## YOUR GOAL
Your output must match the records exactly, line for line.

────────────────────────────────────────

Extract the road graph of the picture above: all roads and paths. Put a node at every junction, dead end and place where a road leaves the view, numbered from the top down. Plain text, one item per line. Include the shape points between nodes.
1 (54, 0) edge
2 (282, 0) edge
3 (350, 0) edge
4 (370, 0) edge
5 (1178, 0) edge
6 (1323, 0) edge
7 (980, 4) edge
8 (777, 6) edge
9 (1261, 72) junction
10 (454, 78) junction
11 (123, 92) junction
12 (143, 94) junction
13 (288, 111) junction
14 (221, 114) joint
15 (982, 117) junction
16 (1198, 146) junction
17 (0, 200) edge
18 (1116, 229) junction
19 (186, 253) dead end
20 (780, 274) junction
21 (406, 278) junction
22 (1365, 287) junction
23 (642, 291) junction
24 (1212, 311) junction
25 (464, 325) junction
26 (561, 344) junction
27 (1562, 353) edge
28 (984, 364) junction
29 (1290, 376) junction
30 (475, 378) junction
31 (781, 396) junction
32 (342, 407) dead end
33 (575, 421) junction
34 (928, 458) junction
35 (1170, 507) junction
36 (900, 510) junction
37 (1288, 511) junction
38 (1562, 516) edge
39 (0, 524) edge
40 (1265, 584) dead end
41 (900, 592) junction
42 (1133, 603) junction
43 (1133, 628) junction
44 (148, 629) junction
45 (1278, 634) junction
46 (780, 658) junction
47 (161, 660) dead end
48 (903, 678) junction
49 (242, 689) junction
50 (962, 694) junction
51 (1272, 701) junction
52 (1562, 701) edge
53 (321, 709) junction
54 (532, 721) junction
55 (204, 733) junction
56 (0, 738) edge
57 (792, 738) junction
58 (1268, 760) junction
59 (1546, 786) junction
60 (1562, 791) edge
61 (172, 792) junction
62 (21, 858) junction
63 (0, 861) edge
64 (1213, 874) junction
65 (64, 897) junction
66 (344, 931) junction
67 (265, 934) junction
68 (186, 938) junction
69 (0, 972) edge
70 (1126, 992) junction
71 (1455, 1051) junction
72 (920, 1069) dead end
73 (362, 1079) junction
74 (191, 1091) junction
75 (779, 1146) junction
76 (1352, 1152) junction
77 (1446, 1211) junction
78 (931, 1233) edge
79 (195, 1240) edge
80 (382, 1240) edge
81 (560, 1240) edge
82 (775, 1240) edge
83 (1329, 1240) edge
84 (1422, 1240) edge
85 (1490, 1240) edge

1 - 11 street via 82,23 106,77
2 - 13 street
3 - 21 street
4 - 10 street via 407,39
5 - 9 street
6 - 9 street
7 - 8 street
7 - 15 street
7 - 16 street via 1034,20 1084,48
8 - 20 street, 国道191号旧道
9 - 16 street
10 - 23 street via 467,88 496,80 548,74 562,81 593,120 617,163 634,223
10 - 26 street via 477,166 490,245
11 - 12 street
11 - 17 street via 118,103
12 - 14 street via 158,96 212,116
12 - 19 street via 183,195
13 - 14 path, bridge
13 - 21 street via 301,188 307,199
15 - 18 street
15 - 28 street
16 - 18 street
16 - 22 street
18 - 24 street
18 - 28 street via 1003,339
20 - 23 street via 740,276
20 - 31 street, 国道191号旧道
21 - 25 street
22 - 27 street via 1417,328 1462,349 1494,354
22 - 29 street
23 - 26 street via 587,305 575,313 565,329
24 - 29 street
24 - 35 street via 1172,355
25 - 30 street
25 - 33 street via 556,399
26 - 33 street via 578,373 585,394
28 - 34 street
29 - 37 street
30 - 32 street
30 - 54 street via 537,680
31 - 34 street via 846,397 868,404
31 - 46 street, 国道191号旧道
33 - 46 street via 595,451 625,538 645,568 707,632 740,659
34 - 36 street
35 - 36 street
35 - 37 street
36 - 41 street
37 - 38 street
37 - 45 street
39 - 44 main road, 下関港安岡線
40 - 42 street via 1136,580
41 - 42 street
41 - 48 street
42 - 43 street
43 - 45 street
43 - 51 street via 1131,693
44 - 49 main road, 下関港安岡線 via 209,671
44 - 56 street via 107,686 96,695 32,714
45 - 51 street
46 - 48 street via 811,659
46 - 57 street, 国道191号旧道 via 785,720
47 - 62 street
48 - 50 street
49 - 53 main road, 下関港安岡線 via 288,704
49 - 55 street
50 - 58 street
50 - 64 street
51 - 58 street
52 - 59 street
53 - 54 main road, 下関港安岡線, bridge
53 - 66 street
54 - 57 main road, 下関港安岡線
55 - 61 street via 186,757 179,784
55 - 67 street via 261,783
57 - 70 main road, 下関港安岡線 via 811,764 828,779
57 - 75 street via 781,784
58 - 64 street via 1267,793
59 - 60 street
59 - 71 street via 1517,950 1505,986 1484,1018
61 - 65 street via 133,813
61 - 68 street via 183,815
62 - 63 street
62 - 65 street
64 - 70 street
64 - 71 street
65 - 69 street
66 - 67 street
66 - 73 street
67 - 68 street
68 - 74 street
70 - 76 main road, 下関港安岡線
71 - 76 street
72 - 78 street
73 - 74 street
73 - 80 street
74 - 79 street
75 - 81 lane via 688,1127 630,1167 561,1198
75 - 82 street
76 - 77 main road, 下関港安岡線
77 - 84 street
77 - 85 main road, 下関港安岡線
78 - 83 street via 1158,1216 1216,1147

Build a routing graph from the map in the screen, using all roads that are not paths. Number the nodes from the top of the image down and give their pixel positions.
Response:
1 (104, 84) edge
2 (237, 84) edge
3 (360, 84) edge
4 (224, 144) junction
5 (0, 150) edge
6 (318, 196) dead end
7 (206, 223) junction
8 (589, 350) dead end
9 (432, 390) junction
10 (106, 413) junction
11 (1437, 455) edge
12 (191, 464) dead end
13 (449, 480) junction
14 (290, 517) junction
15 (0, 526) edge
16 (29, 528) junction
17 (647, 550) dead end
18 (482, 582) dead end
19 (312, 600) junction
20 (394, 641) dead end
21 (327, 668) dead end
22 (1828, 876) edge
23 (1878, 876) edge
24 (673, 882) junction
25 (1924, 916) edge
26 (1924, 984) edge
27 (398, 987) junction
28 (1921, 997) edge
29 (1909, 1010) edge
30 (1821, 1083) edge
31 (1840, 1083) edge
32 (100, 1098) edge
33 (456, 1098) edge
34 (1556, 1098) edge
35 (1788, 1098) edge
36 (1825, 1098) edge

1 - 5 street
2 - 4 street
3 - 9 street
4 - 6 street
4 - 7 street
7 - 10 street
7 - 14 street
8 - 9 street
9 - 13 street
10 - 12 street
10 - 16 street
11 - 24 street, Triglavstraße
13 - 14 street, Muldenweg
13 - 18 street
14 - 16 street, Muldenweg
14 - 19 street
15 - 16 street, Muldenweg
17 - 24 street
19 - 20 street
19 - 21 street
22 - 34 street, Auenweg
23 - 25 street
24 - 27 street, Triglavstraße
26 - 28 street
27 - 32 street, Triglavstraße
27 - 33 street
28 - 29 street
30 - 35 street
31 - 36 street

────────────────────────────────────────

## OUTPUT FOR THIS EXERCISE
Extract the road graph of the picture above: all roads and paths. Put a node at every junction, dead end and place where a road leaves the view, numbered from the top down. Plain text, one item per line. Include the shape points between nodes.
1 (54, 0) edge
2 (282, 0) edge
3 (350, 0) edge
4 (370, 0) edge
5 (1178, 0) edge
6 (1323, 0) edge
7 (980, 4) edge
8 (777, 6) edge
9 (1261, 72) junction
10 (454, 78) junction
11 (123, 92) junction
12 (143, 94) junction
13 (288, 111) junction
14 (221, 114) joint
15 (982, 117) junction
16 (1198, 146) junction
17 (0, 200) edge
18 (1116, 229) junction
19 (186, 253) dead end
20 (780, 274) junction
21 (406, 278) junction
22 (1365, 287) junction
23 (642, 291) junction
24 (1212, 311) junction
25 (464, 325) junction
26 (561, 344) junction
27 (1562, 353) edge
28 (984, 364) junction
29 (1290, 376) junction
30 (475, 378) junction
31 (781, 396) junction
32 (342, 407) dead end
33 (575, 421) junction
34 (928, 458) junction
35 (1170, 507) junction
36 (900, 510) junction
37 (1288, 511) junction
38 (1562, 516) edge
39 (0, 524) edge
40 (1265, 584) dead end
41 (900, 592) junction
42 (1133, 603) junction
43 (1133, 628) junction
44 (148, 629) junction
45 (1278, 634) junction
46 (780, 658) junction
47 (161, 660) dead end
48 (903, 678) junction
49 (242, 689) junction
50 (962, 694) junction
51 (1272, 701) junction
52 (1562, 701) edge
53 (321, 709) junction
54 (532, 721) junction
55 (204, 733) junction
56 (0, 738) edge
57 (792, 738) junction
58 (1268, 760) junction
59 (1546, 786) junction
60 (1562, 791) edge
61 (172, 792) junction
62 (21, 858) junction
63 (0, 861) edge
64 (1213, 874) junction
65 (64, 897) junction
66 (344, 931) junction
67 (265, 934) junction
68 (186, 938) junction
69 (0, 972) edge
70 (1126, 992) junction
71 (1455, 1051) junction
72 (920, 1069) dead end
73 (362, 1079) junction
74 (191, 1091) junction
75 (779, 1146) junction
76 (1352, 1152) junction
77 (1446, 1211) junction
78 (931, 1233) edge
79 (195, 1240) edge
80 (382, 1240) edge
81 (560, 1240) edge
82 (775, 1240) edge
83 (1329, 1240) edge
84 (1422, 1240) edge
85 (1490, 1240) edge

1 - 11 street via 82,23 106,77
2 - 13 street
3 - 21 street
4 - 10 street via 407,39
5 - 9 street
6 - 9 street
7 - 8 street
7 - 15 street
7 - 16 street via 1034,20 1084,48
8 - 20 street, 国道191号旧道
9 - 16 street
10 - 23 street via 467,88 496,80 548,74 562,81 593,120 617,163 634,223
10 - 26 street via 477,166 490,245
11 - 12 street
11 - 17 street via 118,103
12 - 14 street via 158,96 212,116
12 - 19 street via 183,195
13 - 14 path, bridge
13 - 21 street via 301,188 307,199
15 - 18 street
15 - 28 street
16 - 18 street
16 - 22 street
18 - 24 street
18 - 28 street via 1003,339
20 - 23 street via 740,276
20 - 31 street, 国道191号旧道
21 - 25 street
22 - 27 street via 1417,328 1462,349 1494,354
22 - 29 street
23 - 26 street via 587,305 575,313 565,329
24 - 29 street
24 - 35 street via 1172,355
25 - 30 street
25 - 33 street via 556,399
26 - 33 street via 578,373 585,394
28 - 34 street
29 - 37 street
30 - 32 street
30 - 54 street via 537,680
31 - 34 street via 846,397 868,404
31 - 46 street, 国道191号旧道
33 - 46 street via 595,451 625,538 645,568 707,632 740,659
34 - 36 street
35 - 36 street
35 - 37 street
36 - 41 street
37 - 38 street
37 - 45 street
39 - 44 main road, 下関港安岡線
40 - 42 street via 1136,580
41 - 42 street
41 - 48 street
42 - 43 street
43 - 45 street
43 - 51 street via 1131,693
44 - 49 main road, 下関港安岡線 via 209,671
44 - 56 street via 107,686 96,695 32,714
45 - 51 street
46 - 48 street via 811,659
46 - 57 street, 国道191号旧道 via 785,720
47 - 62 street
48 - 50 street
49 - 53 main road, 下関港安岡線 via 288,704
49 - 55 street
50 - 58 street
50 - 64 street
51 - 58 street
52 - 59 street
53 - 54 main road, 下関港安岡線, bridge
53 - 66 street
54 - 57 main road, 下関港安岡線
55 - 61 street via 186,757 179,784
55 - 67 street via 261,783
57 - 70 main road, 下関港安岡線 via 811,764 828,779
57 - 75 street via 781,784
58 - 64 street via 1267,793
59 - 60 street
59 - 71 street via 1517,950 1505,986 1484,1018
61 - 65 street via 133,813
61 - 68 street via 183,815
62 - 63 street
62 - 65 street
64 - 70 street
64 - 71 street
65 - 69 street
66 - 67 street
66 - 73 street
67 - 68 street
68 - 74 street
70 - 76 main road, 下関港安岡線
71 - 76 street
72 - 78 street
73 - 74 street
73 - 80 street
74 - 79 street
75 - 81 lane via 688,1127 630,1167 561,1198
75 - 82 street
76 - 77 main road, 下関港安岡線
77 - 84 street
77 - 85 main road, 下関港安岡線
78 - 83 street via 1158,1216 1216,1147

Build a routing graph from the map in the screen, using all roads that are not paths. Number the nodes from the top of the image down and give their pixel positions.
Response:
1 (104, 84) edge
2 (237, 84) edge
3 (360, 84) edge
4 (224, 144) junction
5 (0, 150) edge
6 (318, 196) dead end
7 (206, 223) junction
8 (589, 350) dead end
9 (432, 390) junction
10 (106, 413) junction
11 (1437, 455) edge
12 (191, 464) dead end
13 (449, 480) junction
14 (290, 517) junction
15 (0, 526) edge
16 (29, 528) junction
17 (647, 550) dead end
18 (482, 582) dead end
19 (312, 600) junction
20 (394, 641) dead end
21 (327, 668) dead end
22 (1828, 876) edge
23 (1878, 876) edge
24 (673, 882) junction
25 (1924, 916) edge
26 (1924, 984) edge
27 (398, 987) junction
28 (1921, 997) edge
29 (1909, 1010) edge
30 (1821, 1083) edge
31 (1840, 1083) edge
32 (100, 1098) edge
33 (456, 1098) edge
34 (1556, 1098) edge
35 (1788, 1098) edge
36 (1825, 1098) edge

1 - 5 street
2 - 4 street
3 - 9 street
4 - 6 street
4 - 7 street
7 - 10 street
7 - 14 street
8 - 9 street
9 - 13 street
10 - 12 street
10 - 16 street
11 - 24 street, Triglavstraße
13 - 14 street, Muldenweg
13 - 18 street
14 - 16 street, Muldenweg
14 - 19 street
15 - 16 street, Muldenweg
17 - 24 street
19 - 20 street
19 - 21 street
22 - 34 street, Auenweg
23 - 25 street
24 - 27 street, Triglavstraße
26 - 28 street
27 - 32 street, Triglavstraße
27 - 33 street
28 - 29 street
30 - 35 street
31 - 36 street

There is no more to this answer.